Emile Wauters ( born November 19, 1846 in Brussels, † December 11, 1933 in Paris) was a Belgian painter.

Wauters enjoyed four years the teaching of Jean -François Portaels, then went to Paris, where he joined Jean -Léon Gérôme, and from there to Italy and Germany. After the beautiful Edith, the body of Harold's on the battlefield of Hastings finding drawn with his work the attention of the Director Adolphe van Soust de Borken Feldt on itself, the government sent him on his own initiative at the opening of the Suez Canal after the November 17, 1869 Egypt, from where he brought back a large number of sketches and a series of genre pictures.

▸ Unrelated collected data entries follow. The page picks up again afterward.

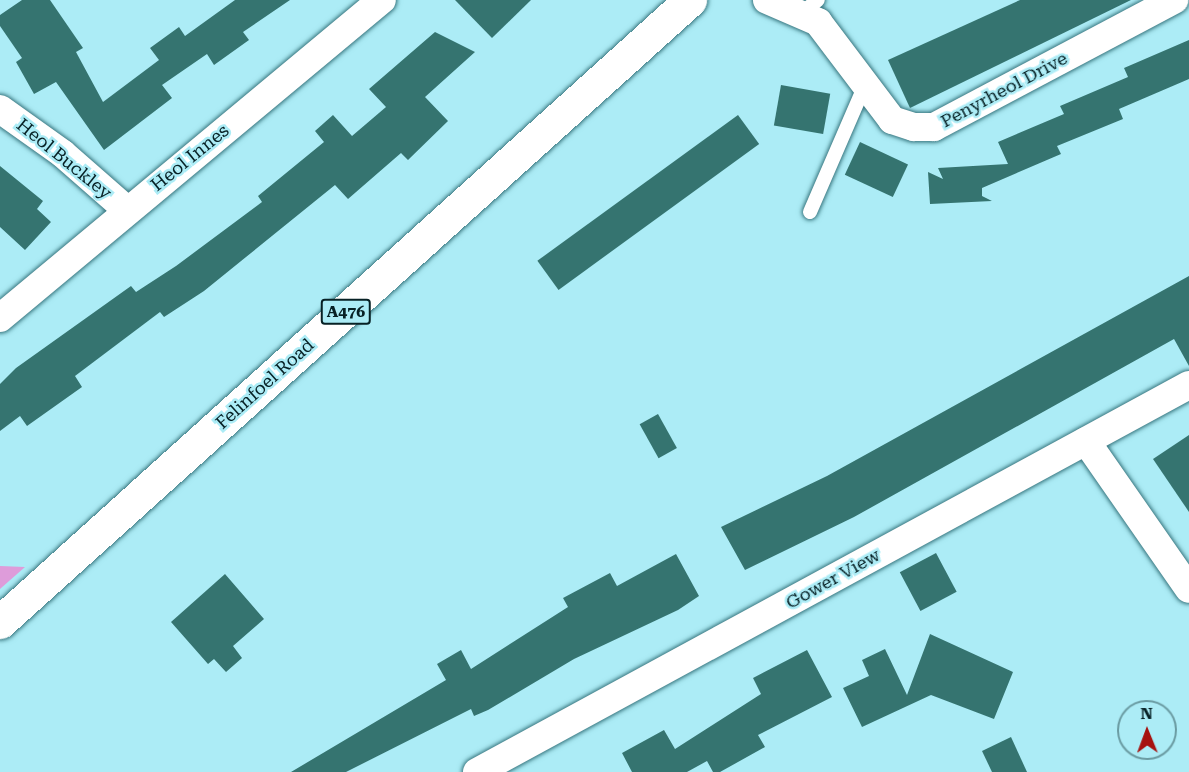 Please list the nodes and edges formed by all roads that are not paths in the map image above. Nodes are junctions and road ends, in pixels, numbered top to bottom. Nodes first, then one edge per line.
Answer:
1 (382, 0) edge
2 (690, 0) edge
3 (767, 0) edge
4 (1174, 0) edge
5 (811, 6) edge
6 (865, 85) junction
7 (0, 109) edge
8 (127, 210) junction
9 (810, 212) dead end
10 (0, 318) edge
11 (1189, 385) edge
12 (1086, 441) junction
13 (1189, 589) edge
14 (0, 622) edge
15 (477, 772) edge

1 - 8 street, Heol Innes
2 - 14 main road, Felinfoel Road / A476
3 - 5 street, Penyrheol Drive
4 - 6 street, Penyrheol Drive
5 - 6 street, Penyrheol Drive
6 - 9 lane
7 - 8 street, Heol Buckley
8 - 10 street, Heol Innes
11 - 12 street, Gower View
12 - 13 street
12 - 15 street, Gower View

In addition to his oil paintings, whose subject he chose freely, Wauters took well over and over again to contract work; such as in 1876 when he painted evocative for the Brussels City Hall Mary of Burgundy, the privileges of the city of Brussels.

Reception

His history paintings are characterized by rounded composition, fine characteristics and brilliant coloring. Yet he is excellent in effigy, where he sometimes, but thoroughly modern self - conception, subsequent to Velázquez. With a fine taste in the arrangement, he combines an art of characterization which completely white to exhaust the essence of the sitter. Wauters was a member of the Academies of Fine Arts in Berlin and Munich and wore large gold medal of the Berlin exhibition.

Works (selection)

  • The beautiful Edith, the body of Harold's on the battlefield of Hastings finding.
  • Mary of Burgundy to the lives of their councils and Hugonet d' Himbercourt pleading, in 1871.
  • The Madness of Hugo van der Goes, in 1871.